(Collected data entries)
========

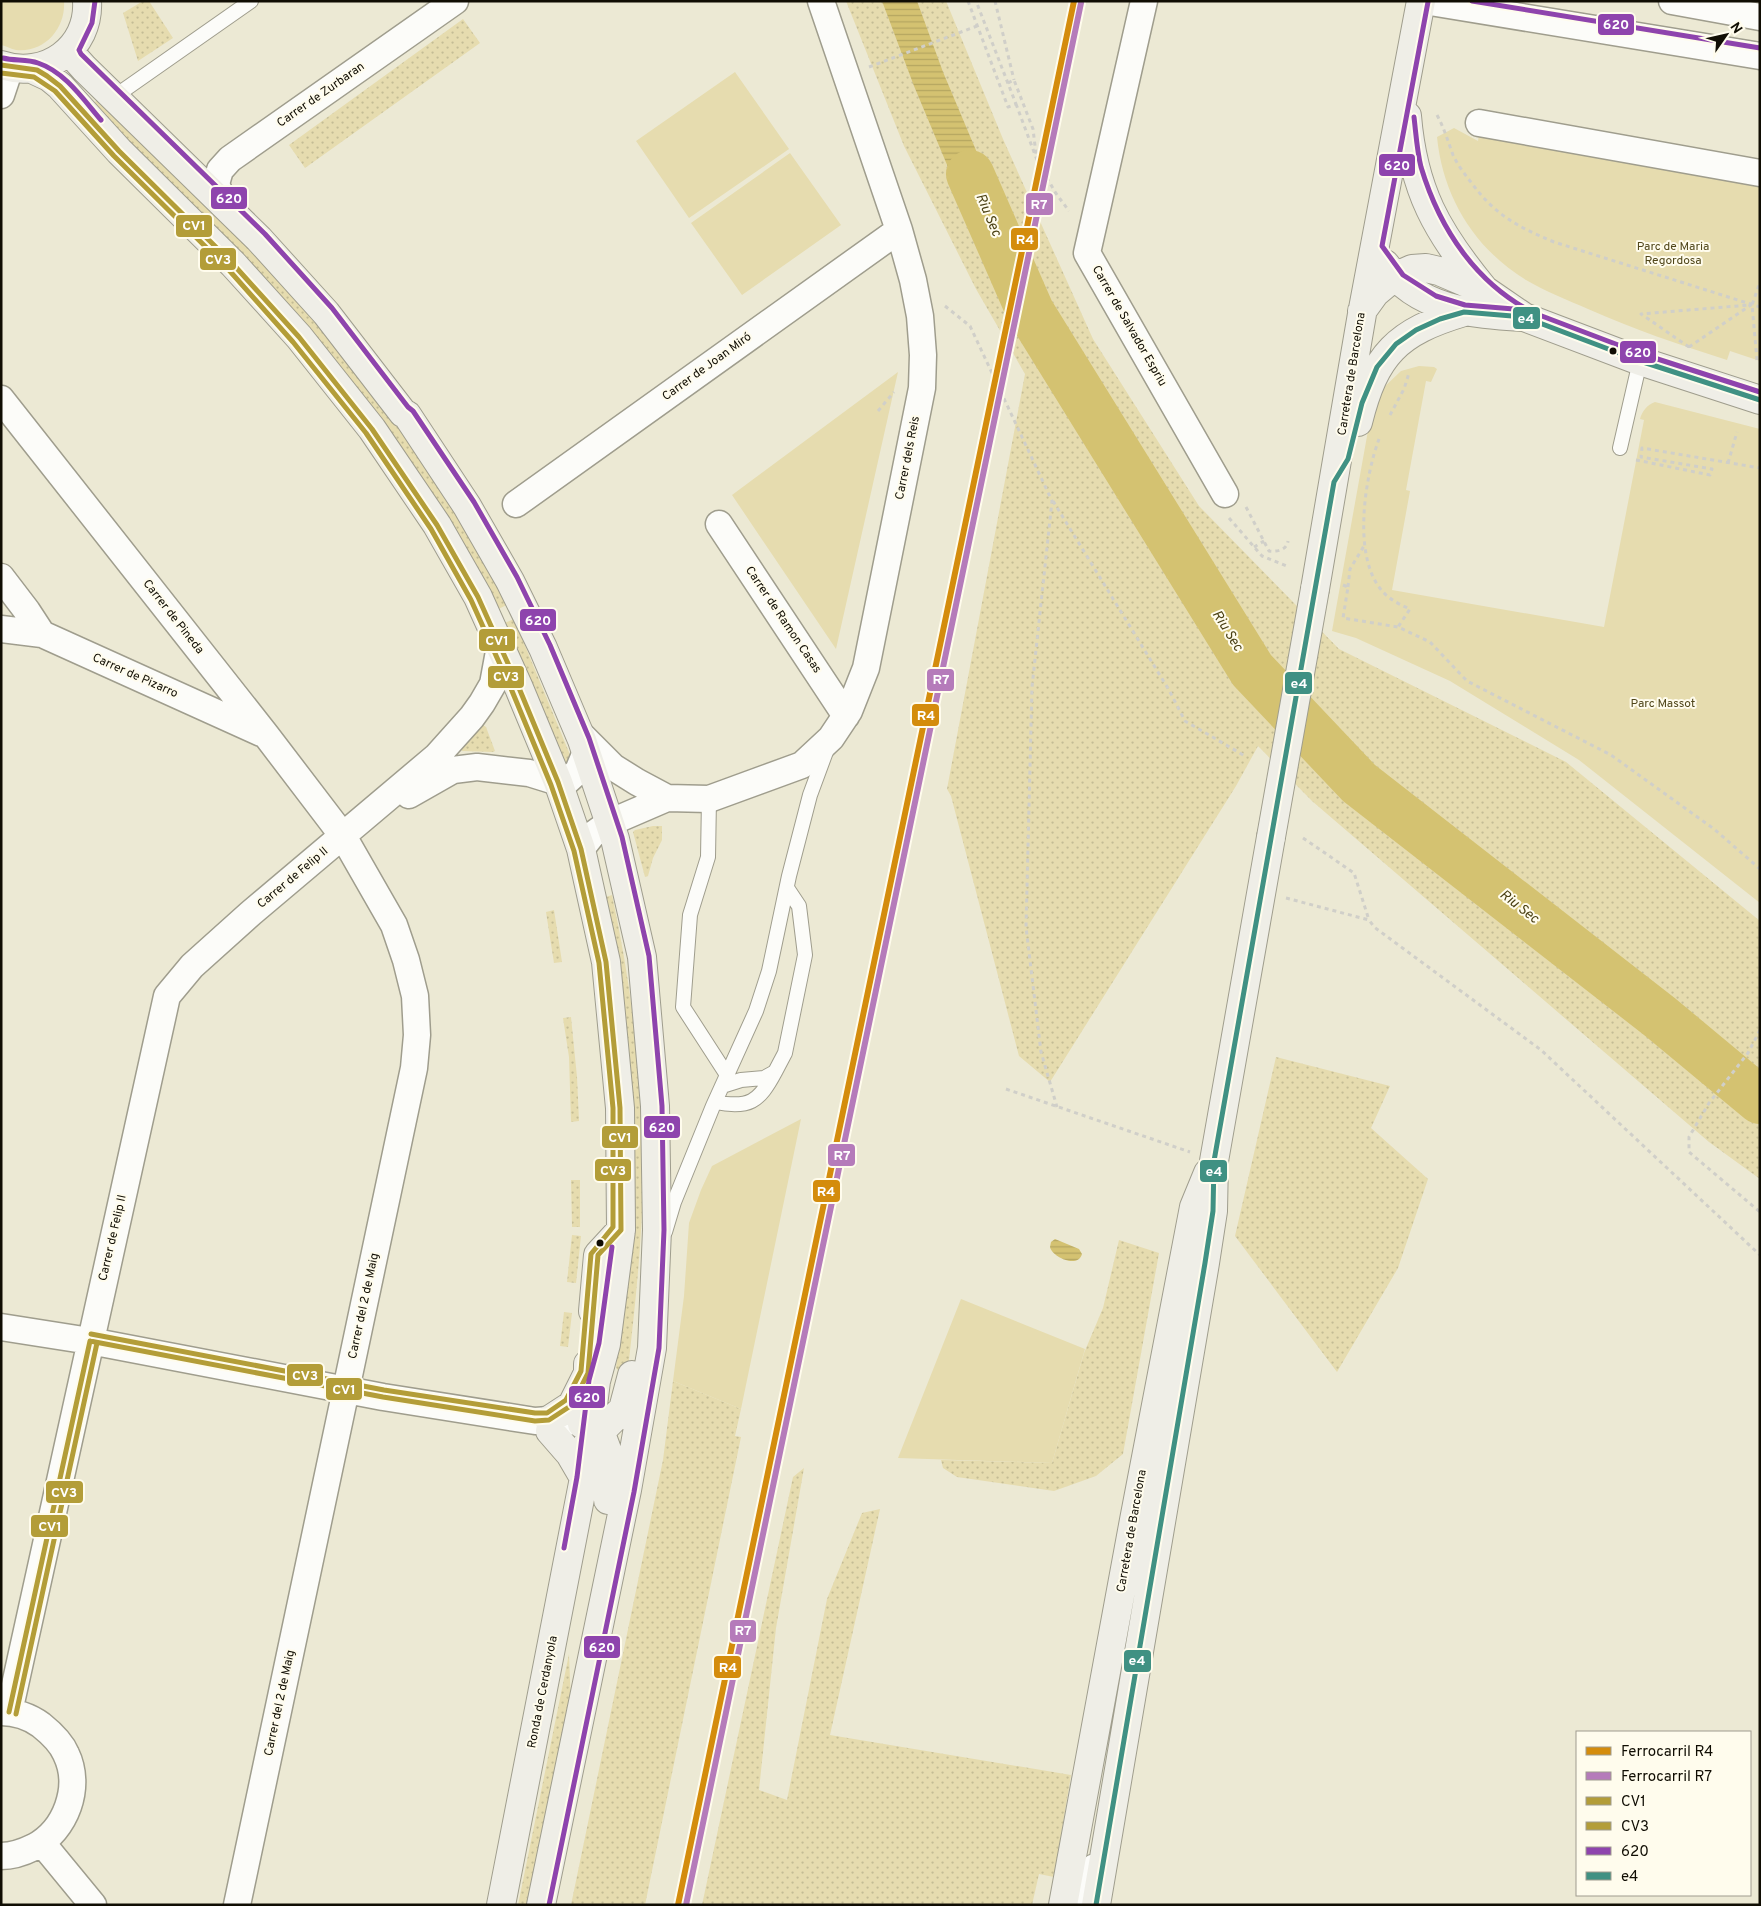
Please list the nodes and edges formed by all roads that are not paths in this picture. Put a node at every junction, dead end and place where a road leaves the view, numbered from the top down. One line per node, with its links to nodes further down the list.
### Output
1 (87, 1): 9 (street)
2 (251, 1): 14 (lane)
3 (455, 1): 17 (street, Carrer de Zurbaran)
4 (820, 1): 18 (street, Carrer dels Reis)
5 (1144, 1): 30 (street, Carrer de Salvador Espriu)
6 (1422, 1): 10 (street); 12 (street, Carretera de Barcelona)
7 (1672, 1): 8 (street)
8 (1760, 17)
9 (71, 50): 11 (street); 14 (street, Ronda de Cerdanyola)
10 (1760, 56)
11 (15, 67): 13 (street); 36 (street, Ronda de Cerdanyola)
12 (1405, 86): 19 (street, Carretera de Barcelona); 21 (street)
13 (1, 95)
14 (114, 97): 17 (street, Ronda de Cerdanyola)
15 (1480, 123): 16 (street)
16 (1760, 173)
17 (225, 206): 40 (street, Ronda de Cerdanyola)
18 (899, 230): 31 (street, Carrer de Joan Miró); 37 (street, Carrer dels Reis)
19 (1374, 248): 20 (street); 22 (street, Carretera de Barcelona)
20 (1394, 277): 21 (street); 22 (street); 23 (street)
21 (1486, 291): 24 (street)
22 (1362, 311): 29 (street, Carretera de Barcelona)
23 (1464, 312): 24 (street); 29 (street)
24 (1524, 317): 25 (street)
25 (1640, 361): 27 (street); 28 (lane)
26 (1, 399): 38 (street, Carrer de Pineda)
27 (1760, 400)
28 (1620, 448)
29 (1334, 482): 51 (street, Carretera de Barcelona, bridge)
30 (1231, 503)
31 (516, 504)
32 (719, 524): 37 (street, Carrer de Ramon Casas)
33 (1, 577): 35 (street)
34 (1, 629): 35 (street, Carrer de Pizarro)
35 (42, 634): 38 (street, Carrer de Pizarro)
36 (500, 646): 41 (street, Ronda de Cerdanyola); 45 (street, Carrer de Felip II)
37 (846, 716): 39 (street, Carrer dels Reis)
38 (266, 735): 45 (street, Carrer de Pineda)
39 (830, 738): 43 (street, Carrer dels Reis); 47 (lane)
40 (582, 743): 41 (street); 42 (street, Carrer dels Reis); 44 (street, Ronda de Cerdanyola)
41 (558, 782): 45 (street, Carrer de Felip II); 46 (street, Ronda de Cerdanyola)
42 (667, 798): 43 (street, Carrer dels Reis); 44 (street, Carrer dels Reis)
43 (709, 799): 49 (lane)
44 (609, 822): 46 (street, Carrer dels Reis); 52 (street, Ronda de Cerdanyola)
45 (343, 836): 56 (street, Carrer de Felip II); 57 (street, Carrer del 2 de Maig)
46 (581, 849): 53 (street, Ronda de Cerdanyola)
47 (787, 888): 48 (lane); 49 (lane)
48 (775, 1072): 49 (lane); 50 (lane)
49 (724, 1081): 50 (lane)
50 (715, 1102): 54 (lane)
51 (1214, 1161): 58 (street, Carretera de Barcelona); 62 (street, Carretera de Barcelona)
52 (656, 1215): 54 (street, Ronda de Cerdanyola); 60 (street, Ronda de Cerdanyola)
53 (621, 1230): 59 (street); 60 (street, Ronda de Cerdanyola)
54 (655, 1266): 64 (street, Ronda de Cerdanyola)
55 (1, 1327): 56 (street)
56 (90, 1341): 57 (street); 65 (street, Carrer de Felip II)
57 (347, 1389): 59 (street); 70 (street, Carrer del 2 de Maig)
58 (1182, 1400): 62 (street); 63 (street, Carretera de Barcelona)
59 (545, 1424): 60 (street); 61 (street)
60 (589, 1431): 61 (street, Ronda de Cerdanyola); 64 (street, Ronda de Cerdanyola)
61 (584, 1478): 71 (street, Ronda de Cerdanyola)
62 (1134, 1520): 63 (street); 73 (street, Carretera de Barcelona)
63 (1145, 1622): 66 (street, Carretera de Barcelona)
64 (583, 1703): 72 (street, Ronda de Cerdanyola)
65 (5, 1712): 67 (street)
66 (1108, 1834): 74 (lane); 75 (street, Carretera de Barcelona)
67 (42, 1843): 68 (street); 69 (street)
68 (1, 1856)
69 (93, 1905)
70 (237, 1905)
71 (501, 1905)
72 (541, 1905)
73 (1063, 1905)
74 (1079, 1905)
75 (1096, 1905)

========

▶ _Action item_:
In your copy, omit the pictures and restate every line of the data word for word.

▶ _Answer to this exercise_:
Please list the nodes and edges formed by all roads that are not paths in this picture. Put a node at every junction, dead end and place where a road leaves the view, numbered from the top down. One line per node, with its links to nodes further down the list.
### Output
1 (87, 1): 9 (street)
2 (251, 1): 14 (lane)
3 (455, 1): 17 (street, Carrer de Zurbaran)
4 (820, 1): 18 (street, Carrer dels Reis)
5 (1144, 1): 30 (street, Carrer de Salvador Espriu)
6 (1422, 1): 10 (street); 12 (street, Carretera de Barcelona)
7 (1672, 1): 8 (street)
8 (1760, 17)
9 (71, 50): 11 (street); 14 (street, Ronda de Cerdanyola)
10 (1760, 56)
11 (15, 67): 13 (street); 36 (street, Ronda de Cerdanyola)
12 (1405, 86): 19 (street, Carretera de Barcelona); 21 (street)
13 (1, 95)
14 (114, 97): 17 (street, Ronda de Cerdanyola)
15 (1480, 123): 16 (street)
16 (1760, 173)
17 (225, 206): 40 (street, Ronda de Cerdanyola)
18 (899, 230): 31 (street, Carrer de Joan Miró); 37 (street, Carrer dels Reis)
19 (1374, 248): 20 (street); 22 (street, Carretera de Barcelona)
20 (1394, 277): 21 (street); 22 (street); 23 (street)
21 (1486, 291): 24 (street)
22 (1362, 311): 29 (street, Carretera de Barcelona)
23 (1464, 312): 24 (street); 29 (street)
24 (1524, 317): 25 (street)
25 (1640, 361): 27 (street); 28 (lane)
26 (1, 399): 38 (street, Carrer de Pineda)
27 (1760, 400)
28 (1620, 448)
29 (1334, 482): 51 (street, Carretera de Barcelona, bridge)
30 (1231, 503)
31 (516, 504)
32 (719, 524): 37 (street, Carrer de Ramon Casas)
33 (1, 577): 35 (street)
34 (1, 629): 35 (street, Carrer de Pizarro)
35 (42, 634): 38 (street, Carrer de Pizarro)
36 (500, 646): 41 (street, Ronda de Cerdanyola); 45 (street, Carrer de Felip II)
37 (846, 716): 39 (street, Carrer dels Reis)
38 (266, 735): 45 (street, Carrer de Pineda)
39 (830, 738): 43 (street, Carrer dels Reis); 47 (lane)
40 (582, 743): 41 (street); 42 (street, Carrer dels Reis); 44 (street, Ronda de Cerdanyola)
41 (558, 782): 45 (street, Carrer de Felip II); 46 (street, Ronda de Cerdanyola)
42 (667, 798): 43 (street, Carrer dels Reis); 44 (street, Carrer dels Reis)
43 (709, 799): 49 (lane)
44 (609, 822): 46 (street, Carrer dels Reis); 52 (street, Ronda de Cerdanyola)
45 (343, 836): 56 (street, Carrer de Felip II); 57 (street, Carrer del 2 de Maig)
46 (581, 849): 53 (street, Ronda de Cerdanyola)
47 (787, 888): 48 (lane); 49 (lane)
48 (775, 1072): 49 (lane); 50 (lane)
49 (724, 1081): 50 (lane)
50 (715, 1102): 54 (lane)
51 (1214, 1161): 58 (street, Carretera de Barcelona); 62 (street, Carretera de Barcelona)
52 (656, 1215): 54 (street, Ronda de Cerdanyola); 60 (street, Ronda de Cerdanyola)
53 (621, 1230): 59 (street); 60 (street, Ronda de Cerdanyola)
54 (655, 1266): 64 (street, Ronda de Cerdanyola)
55 (1, 1327): 56 (street)
56 (90, 1341): 57 (street); 65 (street, Carrer de Felip II)
57 (347, 1389): 59 (street); 70 (street, Carrer del 2 de Maig)
58 (1182, 1400): 62 (street); 63 (street, Carretera de Barcelona)
59 (545, 1424): 60 (street); 61 (street)
60 (589, 1431): 61 (street, Ronda de Cerdanyola); 64 (street, Ronda de Cerdanyola)
61 (584, 1478): 71 (street, Ronda de Cerdanyola)
62 (1134, 1520): 63 (street); 73 (street, Carretera de Barcelona)
63 (1145, 1622): 66 (street, Carretera de Barcelona)
64 (583, 1703): 72 (street, Ronda de Cerdanyola)
65 (5, 1712): 67 (street)
66 (1108, 1834): 74 (lane); 75 (street, Carretera de Barcelona)
67 (42, 1843): 68 (street); 69 (street)
68 (1, 1856)
69 (93, 1905)
70 (237, 1905)
71 (501, 1905)
72 (541, 1905)
73 (1063, 1905)
74 (1079, 1905)
75 (1096, 1905)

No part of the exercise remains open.